◆ **Exercise description**: Wherever the string "main" appears in the records, return the line that holds it.

◆ **Records for this exercise**:
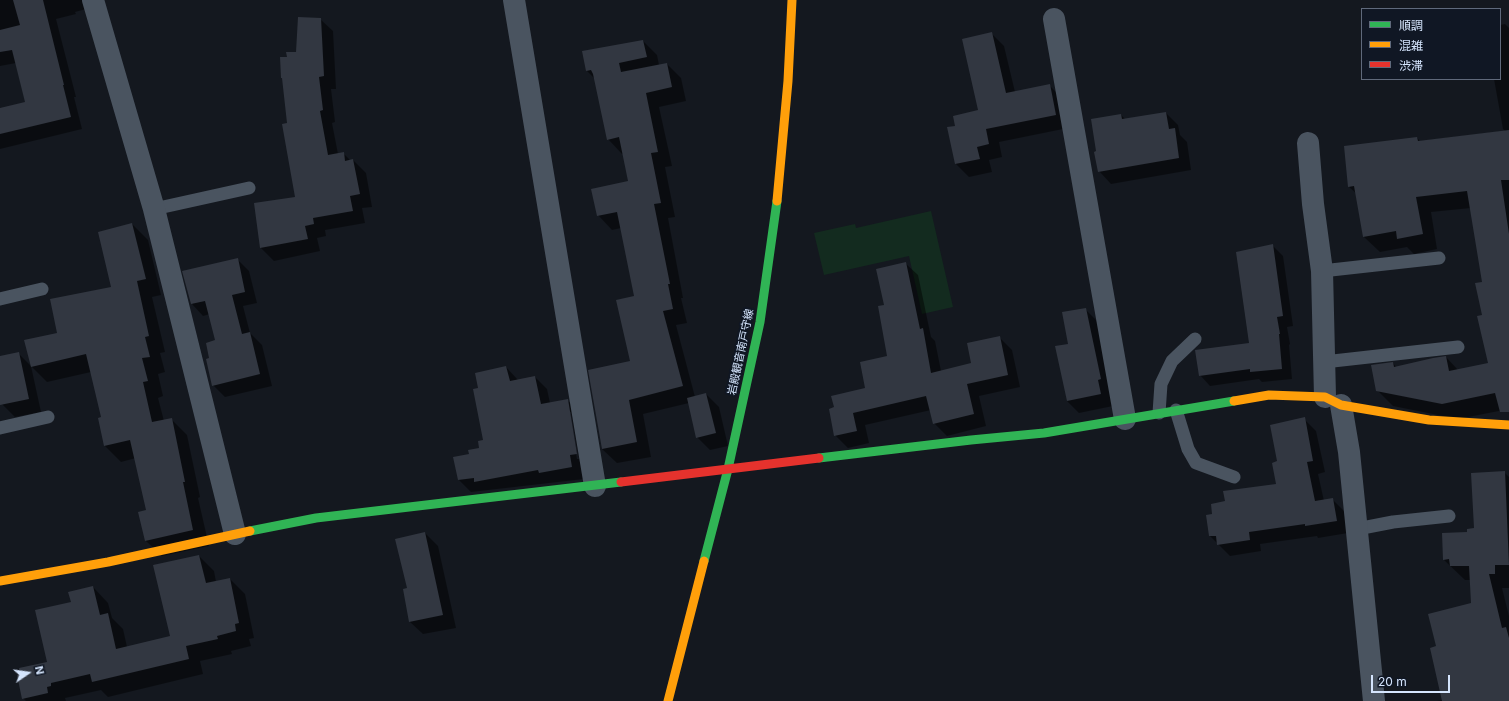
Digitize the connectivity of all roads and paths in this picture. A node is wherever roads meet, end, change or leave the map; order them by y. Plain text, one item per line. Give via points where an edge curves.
1 (93, 0) edge
2 (514, 0) edge
3 (792, 0) edge
4 (1054, 20) dead end
5 (1308, 143) dead end
6 (249, 188) dead end
7 (154, 209) junction
8 (1439, 258) dead end
9 (1322, 271) junction
10 (42, 289) dead end
11 (0, 299) edge
12 (1195, 339) dead end
13 (1458, 347) dead end
14 (1324, 362) junction
15 (1333, 401) junction
16 (1176, 410) junction
17 (1159, 413) junction
18 (48, 417) dead end
19 (1125, 419) junction
20 (1509, 425) edge
21 (0, 428) edge
22 (728, 468) junction
23 (1234, 477) dead end
24 (595, 486) junction
25 (1449, 516) dead end
26 (1357, 529) junction
27 (235, 534) junction
28 (0, 581) edge
29 (668, 701) edge
30 (1374, 701) edge

1 - 7 street
2 - 24 street
3 - 22 street, 岩殿観音南戸守線 via 788,81 775,221 760,322
4 - 19 street
5 - 9 street
6 - 7 lane
7 - 27 street
8 - 9 lane
9 - 14 street
10 - 11 lane
12 - 17 lane via 1172,361 1161,384
13 - 14 lane
14 - 15 street
15 - 16 street via 1269,395
15 - 20 street via 1428,420
15 - 26 street via 1348,452
16 - 17 street
16 - 23 lane via 1188,450 1196,463
17 - 19 street
18 - 21 lane
19 - 22 street via 1044,433
22 - 24 street
22 - 29 street, 岩殿観音南戸守線
24 - 27 street via 316,518
25 - 26 lane
26 - 30 street
27 - 28 street via 108,562

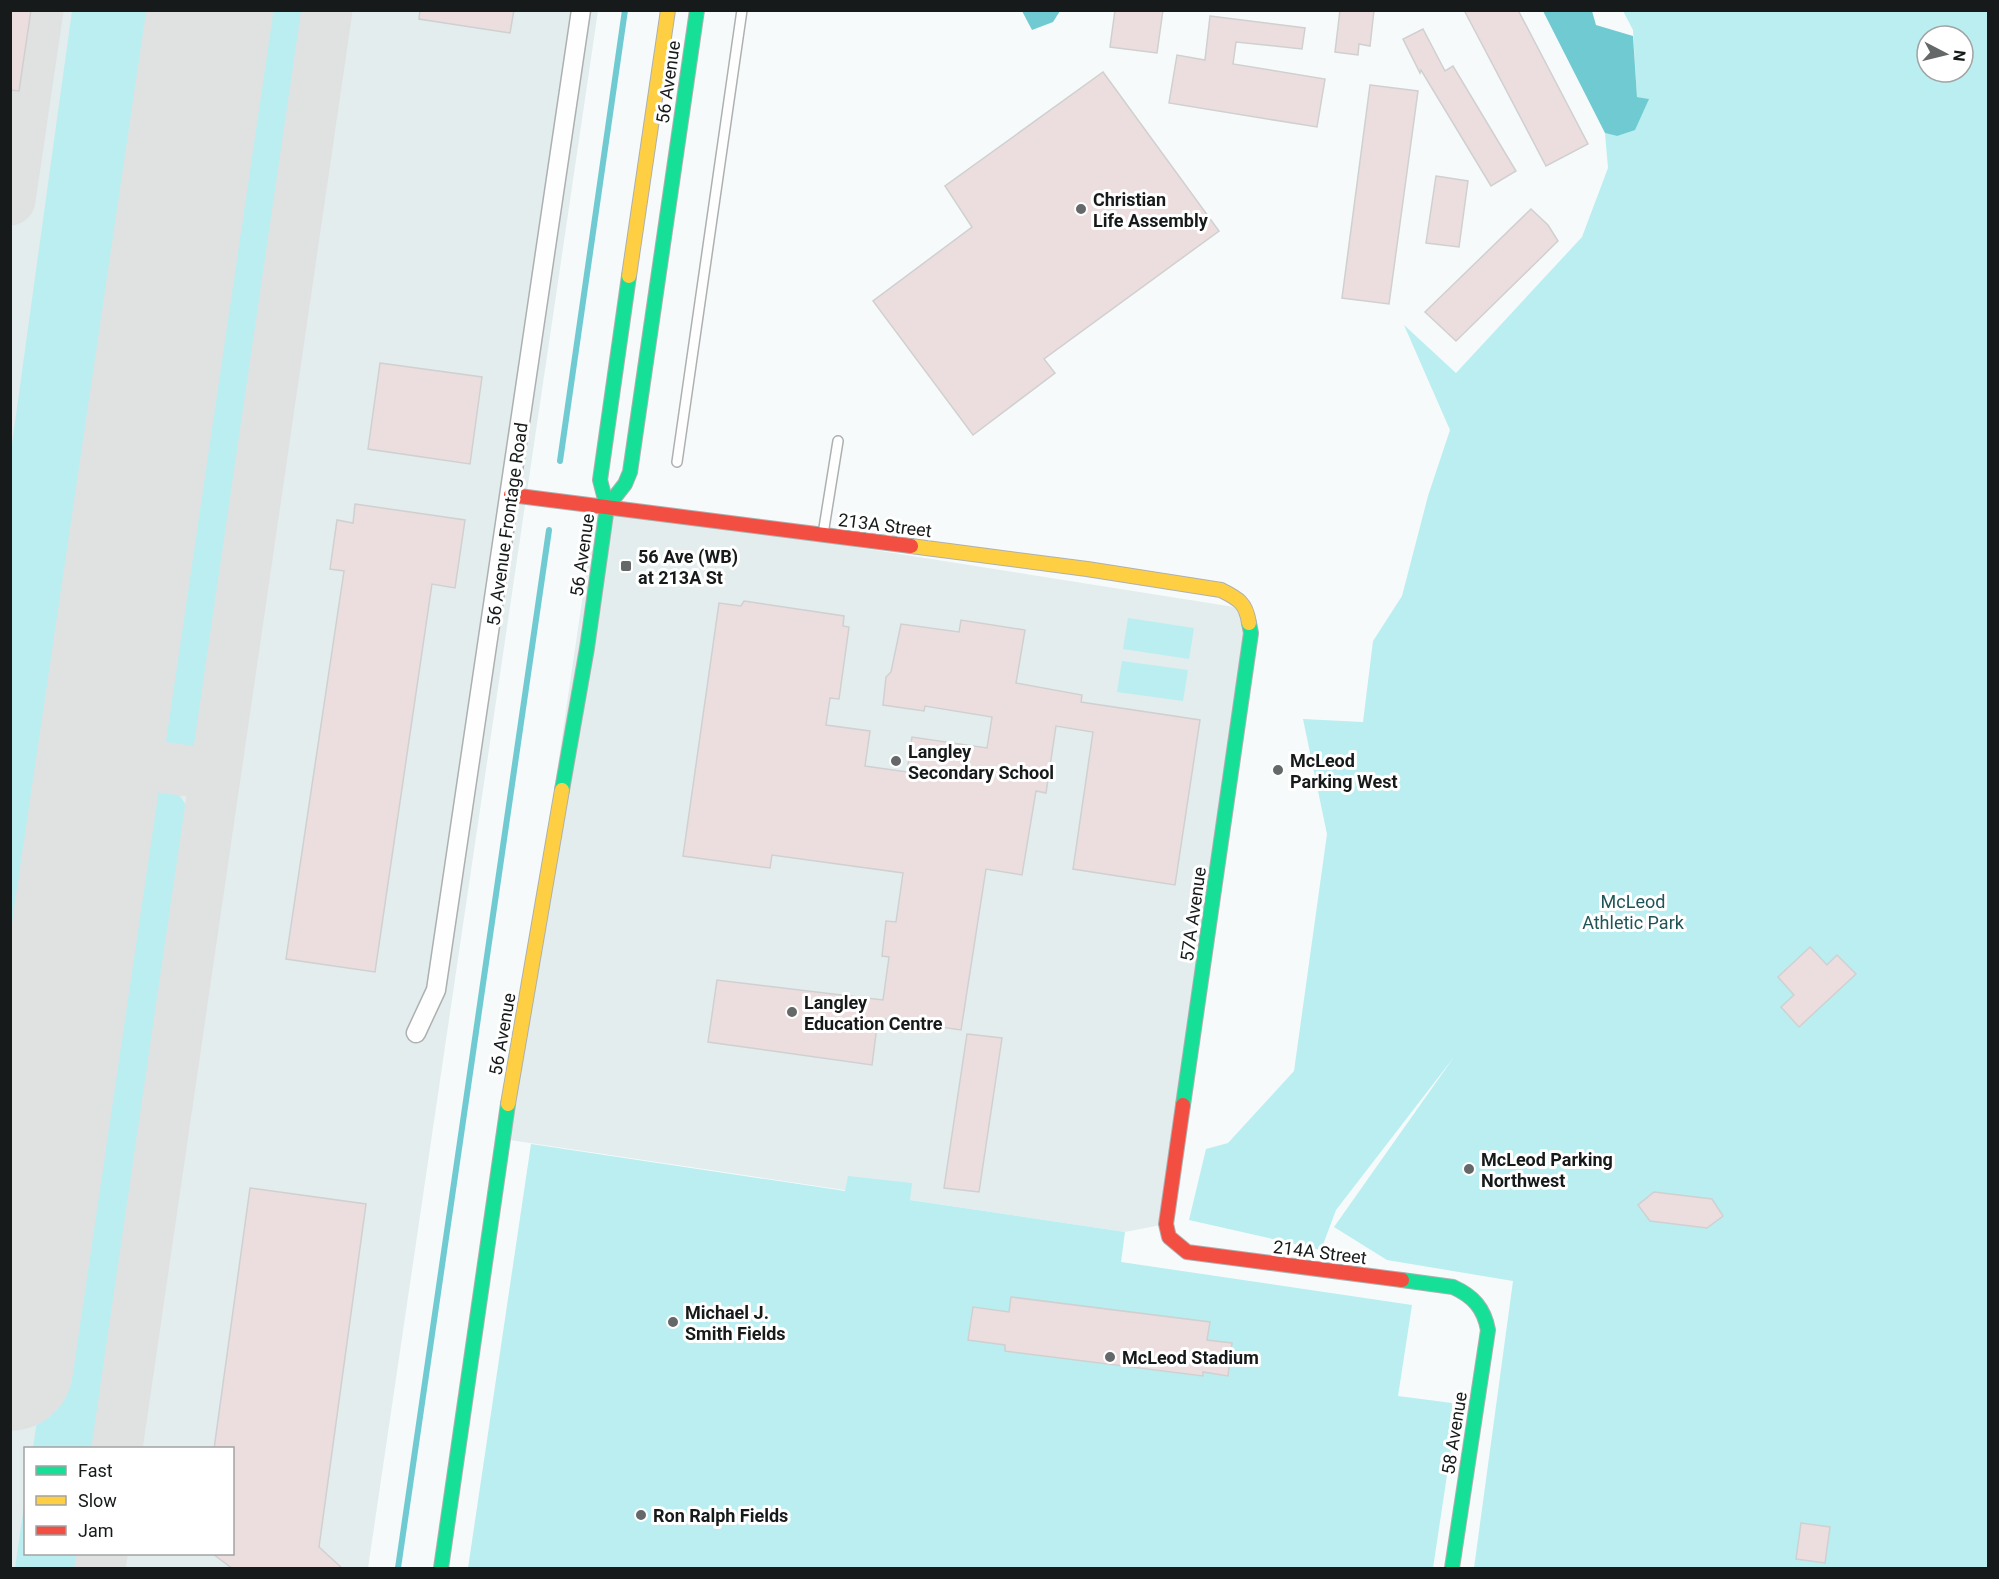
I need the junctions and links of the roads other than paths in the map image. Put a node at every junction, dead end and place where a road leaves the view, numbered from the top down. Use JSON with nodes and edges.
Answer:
{"nodes":[{"id":1,"x":581,"y":10,"type":"edge"},
{"id":2,"x":668,"y":10,"type":"edge"},
{"id":3,"x":697,"y":10,"type":"edge"},
{"id":4,"x":742,"y":10,"type":"edge"},
{"id":5,"x":838,"y":441,"type":"dead end"},
{"id":6,"x":677,"y":462,"type":"dead end"},
{"id":7,"x":511,"y":495,"type":"junction"},
{"id":8,"x":607,"y":507,"type":"junction"},
{"id":9,"x":823,"y":535,"type":"junction"},
{"id":10,"x":1247,"y":609,"type":"joint"},
{"id":11,"x":416,"y":1033,"type":"dead end"},
{"id":12,"x":1166,"y":1224,"type":"joint"},
{"id":13,"x":1481,"y":1305,"type":"joint"},
{"id":14,"x":441,"y":1569,"type":"edge"},
{"id":15,"x":1452,"y":1569,"type":"edge"}],
"edges":[{"from":1,"to":7,"type":"street","name":"56 Avenue Frontage Road"},
{"from":2,"to":8,"type":"main road","name":"56 Avenue"},
{"from":3,"to":8,"type":"main road","name":"56 Avenue"},
{"from":4,"to":6,"type":"lane"},
{"from":5,"to":9,"type":"lane"},
{"from":7,"to":8,"type":"main road","name":"213A Street"},
{"from":7,"to":11,"type":"street","name":"56 Avenue Frontage Road"},
{"from":8,"to":9,"type":"main road","name":"213A Street"},
{"from":8,"to":14,"type":"main road","name":"56 Avenue"},
{"from":9,"to":10,"type":"main road","name":"213A Street"},
{"from":10,"to":12,"type":"main road","name":"57A Avenue"},
{"from":12,"to":13,"type":"main road","name":"214A Street"},
{"from":13,"to":15,"type":"main road","name":"58 Avenue"}]}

◆ **Answer to this problem**:
{"from":2,"to":8,"type":"main road","name":"56 Avenue"},
{"from":3,"to":8,"type":"main road","name":"56 Avenue"},
{"from":7,"to":8,"type":"main road","name":"213A Street"},
{"from":8,"to":9,"type":"main road","name":"213A Street"},
{"from":8,"to":14,"type":"main road","name":"56 Avenue"},
{"from":9,"to":10,"type":"main road","name":"213A Street"},
{"from":10,"to":12,"type":"main road","name":"57A Avenue"},
{"from":12,"to":13,"type":"main road","name":"214A Street"},
{"from":13,"to":15,"type":"main road","name":"58 Avenue"}]}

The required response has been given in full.